In 2015, in conjunction with the Interior Energy Project, AIDEA purchased Pentex for $54 million. The agency characterized the purchase as a short-term, strategic investment, to help move the Interior Energy Project forward. The plan was to ultimately spin off FNG to form a consolidated utility with IGU, thus enabling economies of scale in Fairbanks gas supplies and the development of a fully integrated gas distribution network in the city. The draft MOU that IGU has now issued is not binding but sets out the conditions under which the utility consolidation would take place. The anticipated sale price is approximately $58.2 million, a figure that includes AIDEA’s anticipated return on its original investment in Pentex. AIDEA and IGU want to finalize the sale agreement by March 31, the MOU says. The envisaged sale includes a gravel pad on the North Slope that was constructed in an earlier phase of the Interior Energy Project as a site for a potential North Slope LNG facility.

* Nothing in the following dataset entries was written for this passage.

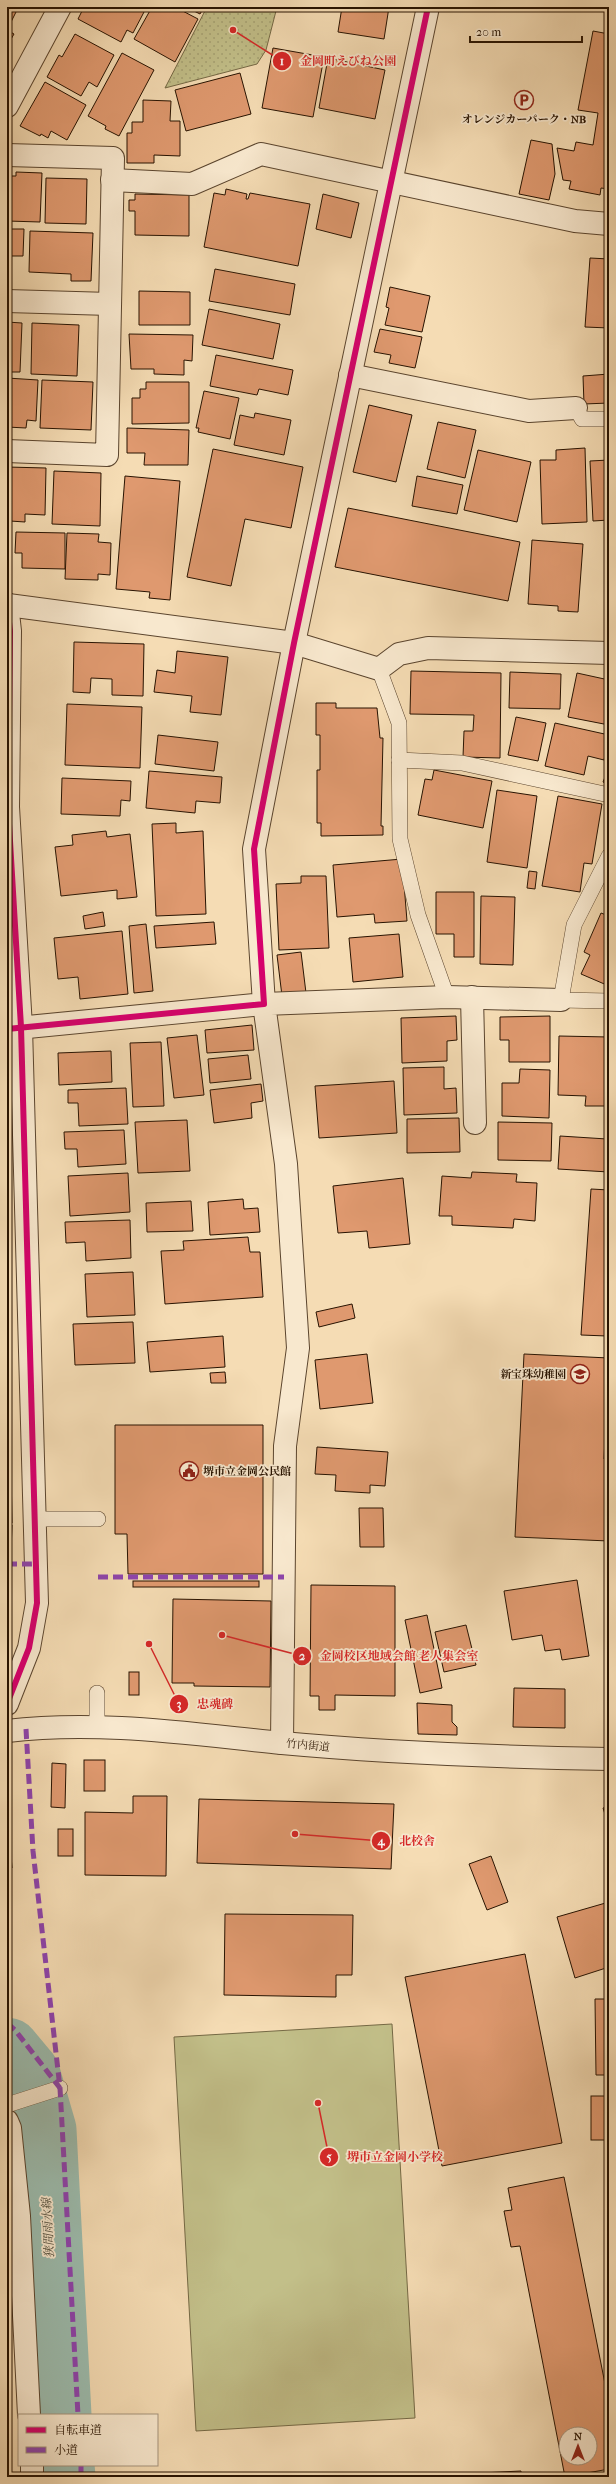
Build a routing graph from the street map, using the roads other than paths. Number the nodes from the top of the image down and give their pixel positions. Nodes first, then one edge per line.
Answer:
1 (428, 7) edge
2 (57, 8) edge
3 (7, 106) edge
4 (7, 155) edge
5 (112, 180) junction
6 (391, 181) junction
7 (609, 224) edge
8 (7, 301) edge
9 (110, 304) junction
10 (350, 375) junction
11 (576, 408) joint
12 (609, 419) edge
13 (7, 451) edge
14 (7, 604) edge
15 (294, 643) junction
16 (609, 653) edge
17 (378, 669) junction
18 (399, 760) junction
19 (609, 795) edge
20 (7, 807) edge
21 (609, 856) edge
22 (447, 997) junction
23 (472, 997) junction
24 (561, 1000) junction
25 (609, 1001) edge
26 (264, 1004) junction
27 (14, 1028) edge
28 (475, 1123) dead end
29 (36, 1519) junction
30 (98, 1519) dead end
31 (97, 1693) dead end
32 (7, 1704) edge
33 (97, 1727) junction
34 (7, 1731) edge
35 (282, 1743) junction
36 (609, 1760) edge
37 (60, 2088) dead end
38 (7, 2105) edge
39 (7, 2120) edge
40 (13, 2216) edge
41 (29, 2414) edge
42 (32, 2466) edge
43 (32, 2477) edge

1 - 6 street
2 - 3 street
4 - 5 street
5 - 6 street
5 - 9 street
6 - 7 street
6 - 10 street
8 - 9 street
9 - 13 street
10 - 11 street
10 - 15 street
11 - 12 lane
14 - 15 street
14 - 20 street
15 - 17 street
15 - 26 street
16 - 17 street
17 - 18 lane
18 - 19 lane
18 - 22 lane
20 - 27 street
21 - 24 lane
22 - 23 street
22 - 26 street
23 - 24 street
23 - 28 street
24 - 25 lane
26 - 27 street
26 - 35 street
27 - 29 street
29 - 30 lane
29 - 32 street
31 - 33 lane
33 - 34 street, 竹内街道
33 - 35 street, 竹内街道
35 - 36 street, 竹内街道
37 - 38 lane
39 - 40 street
40 - 41 street
42 - 43 street

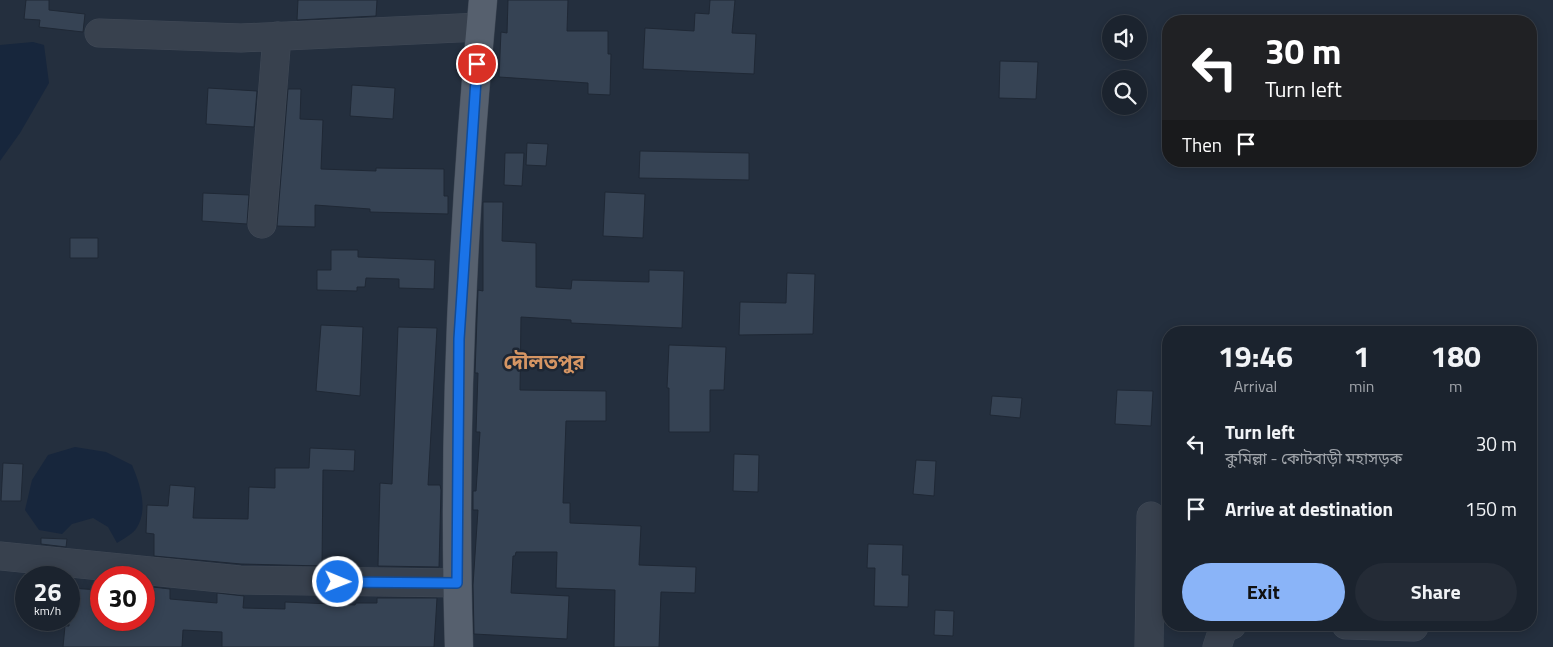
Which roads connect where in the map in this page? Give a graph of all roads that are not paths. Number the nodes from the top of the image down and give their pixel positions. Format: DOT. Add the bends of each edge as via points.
graph roads {
  1 [pos="483,0"];
  2 [pos="480,27"];
  3 [pos="99,33"];
  4 [pos="277,36"];
  5 [pos="262,224"];
  6 [pos="1151,516"];
  7 [pos="0,556"];
  8 [pos="457,583"];
  9 [pos="1222,631"];
  10 [pos="459,647"];
  11 [pos="1149,647"];
  12 [pos="1217,647"];
  1 -- 2 [label="main road"];
  2 -- 4 [label="street"];
  2 -- 8 [label="main road" via="459,339"];
  3 -- 4 [label="street" via="241,38"];
  4 -- 5 [label="street"];
  6 -- 11 [label="street"];
  7 -- 8 [label="street" via="240,580"];
  8 -- 10 [label="main road"];
  9 -- 12 [label="street"];
}
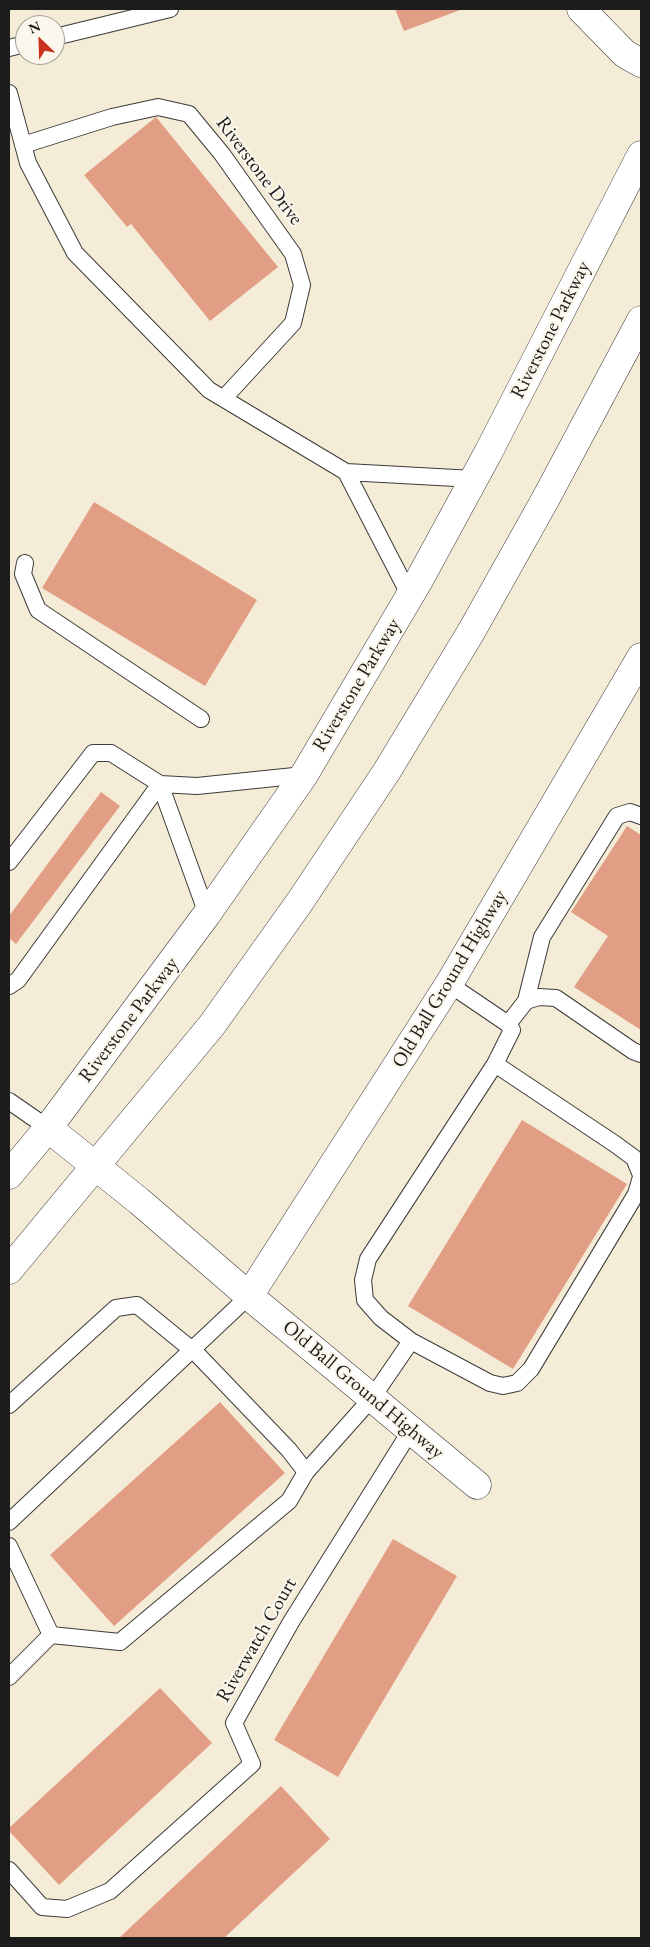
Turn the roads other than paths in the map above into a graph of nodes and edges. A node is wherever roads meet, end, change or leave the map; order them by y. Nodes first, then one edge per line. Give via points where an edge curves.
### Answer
1 (170, 9) edge
2 (581, 9) edge
3 (65, 35) edge
4 (641, 63) edge
5 (9, 93) edge
6 (23, 146) junction
7 (641, 154) edge
8 (641, 320) edge
9 (224, 398) junction
10 (346, 472) junction
11 (474, 479) junction
12 (25, 563) dead end
13 (410, 596) junction
14 (641, 657) edge
15 (201, 719) dead end
16 (304, 775) junction
17 (160, 784) junction
18 (641, 816) edge
19 (9, 862) edge
20 (208, 914) junction
21 (449, 984) junction
22 (9, 986) edge
23 (526, 1001) junction
24 (508, 1024) junction
25 (641, 1054) edge
26 (495, 1064) junction
27 (9, 1101) edge
28 (48, 1128) junction
29 (95, 1166) junction
30 (9, 1175) edge
31 (641, 1176) edge
32 (9, 1270) edge
33 (249, 1296) junction
34 (412, 1341) junction
35 (191, 1350) junction
36 (372, 1398) junction
37 (9, 1405) edge
38 (411, 1430) junction
39 (306, 1472) junction
40 (477, 1485) dead end
41 (9, 1522) edge
42 (9, 1546) edge
43 (51, 1635) junction
44 (9, 1677) edge
45 (9, 1870) edge

1 - 3 lane
2 - 4 main road via 625,54
5 - 6 lane
6 - 9 lane via 28,163 75,253 209,390
6 - 9 lane, Riverstone Drive via 112,117 158,106 189,114 222,154 293,254 302,285 293,323
7 - 11 main road, Riverstone Parkway
8 - 29 main road via 480,616 387,770 299,903 212,1025
9 - 10 lane
10 - 11 lane
10 - 13 lane
11 - 13 main road, Riverstone Parkway
12 - 15 lane via 23,574 38,610
13 - 16 main road, Riverstone Parkway
14 - 21 main road, Old Ball Ground Highway
16 - 17 lane via 197,786
16 - 20 main road, Riverstone Parkway
17 - 19 lane via 111,753 93,753
17 - 20 lane
17 - 22 lane via 18,980
18 - 23 lane via 630,812 617,816 542,937
20 - 28 main road, Riverstone Parkway
21 - 24 lane
21 - 33 main road, Old Ball Ground Highway
23 - 24 lane
23 - 25 lane via 539,997 556,998
24 - 26 lane via 512,1030
26 - 31 lane via 616,1144 634,1158
26 - 34 lane via 368,1259 362,1280 365,1300 381,1318
27 - 28 lane
28 - 29 main road, Old Ball Ground Highway
28 - 30 main road, Riverstone Parkway
29 - 32 main road
29 - 33 main road, Old Ball Ground Highway
31 - 34 lane via 636,1194 530,1369 517,1383 503,1386 490,1383
33 - 35 lane
33 - 36 main road, Old Ball Ground Highway
34 - 36 lane
35 - 37 lane via 137,1306 116,1308
35 - 39 lane via 289,1450
35 - 41 lane
36 - 38 main road, Old Ball Ground Highway
36 - 39 lane
38 - 40 main road, Old Ball Ground Highway
38 - 45 lane, Riverwatch Court via 291,1622 234,1723 252,1764 110,1892 67,1909 42,1907
39 - 43 lane via 289,1501 120,1642
42 - 43 lane
43 - 44 lane

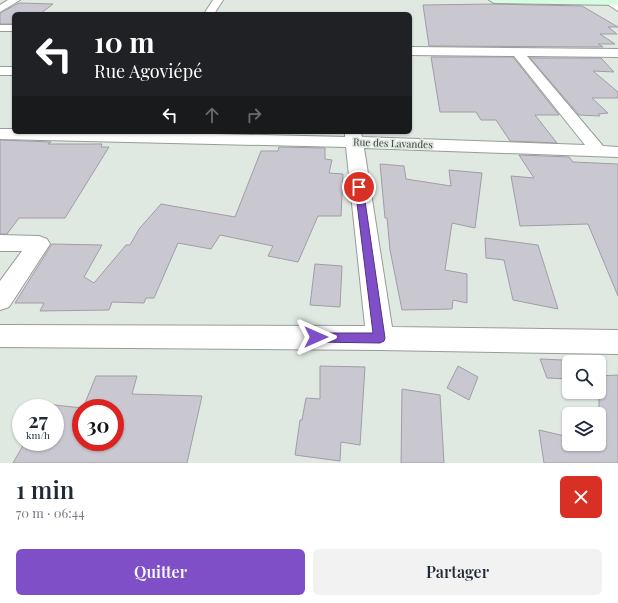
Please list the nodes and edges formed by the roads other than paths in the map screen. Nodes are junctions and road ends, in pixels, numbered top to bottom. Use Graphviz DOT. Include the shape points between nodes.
graph roads {
  1 [pos="15,0"];
  2 [pos="218,0"];
  3 [pos="494,0"];
  4 [pos="573,1"];
  5 [pos="613,2"];
  6 [pos="618,8"];
  7 [pos="0,9"];
  8 [pos="210,12"];
  9 [pos="0,28"];
  10 [pos="12,28"];
  11 [pos="412,51"];
  12 [pos="517,52"];
  13 [pos="618,53"];
  14 [pos="0,71"];
  15 [pos="12,71"];
  16 [pos="0,134"];
  17 [pos="134,134"];
  18 [pos="353,137"];
  19 [pos="598,152"];
  20 [pos="618,152"];
  21 [pos="0,243"];
  22 [pos="0,300"];
  23 [pos="0,336"];
  24 [pos="380,338"];
  25 [pos="618,342"];
  1 -- 7 [label="street"];
  2 -- 8 [label="street"];
  3 -- 4 [label="street"];
  4 -- 5 [label="street"];
  5 -- 6 [label="street"];
  9 -- 10 [label="street"];
  11 -- 12 [label="street"];
  12 -- 13 [label="street"];
  12 -- 19 [label="street"];
  14 -- 15 [label="street"];
  16 -- 17 [label="street, Rue des Lavandes"];
  17 -- 18 [label="street, Rue des Lavandes"];
  18 -- 19 [label="street, Rue des Lavandes"];
  18 -- 24 [label="street"];
  19 -- 20 [label="street, Rue des Lavandes"];
  21 -- 22 [label="street" via="39,244"];
  23 -- 24 [label="street"];
  24 -- 25 [label="street"];
}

AIDEA’s Interior Energy Project team has been working to tie down the various supply chain components for an enlarged gas supply for Fairbanks. Those components consist of an appropriate gas supply agreement with a Cook Inlet gas producer; an expansion to the existing Titan LNG plant; transportation of LNG by road, or possibly by rail, to Fairbanks; an expansion to LNG storage and gas distribution facilities in Fairbanks; and the facilitation of the conversion of homes and businesses in Fairbanks to the use of gas for heating.

Plan for expansion

The program for an integrated Fairbanks gas utility, following the purchase of Pentex by IGU, envisages a three-phase expansion of the Titan facility to an eventual liquefaction capacity of 100,000 gallons per day; expanded LNG transportation arrangements; LNG storage and re-gasification facilities in Fairbanks and North Pole; and a phased enlargement of the Fairbanks gas distribution infrastructure. Financing would involve a combination of a state capital appropriation, AIDEA Sustainable Energy Transmission and Supply, or SETS, loans, and state bonds.

According to the MOU, closure of the sale of Pentex to IGU will require a number of conditions, including the establishment of a long-term gas supply contract for the project, the adoption by AIDEA and IGU of a plan of development for the Titan plant, and the development of a comprehensive plan for the integration of FNG and IGU in Fairbanks.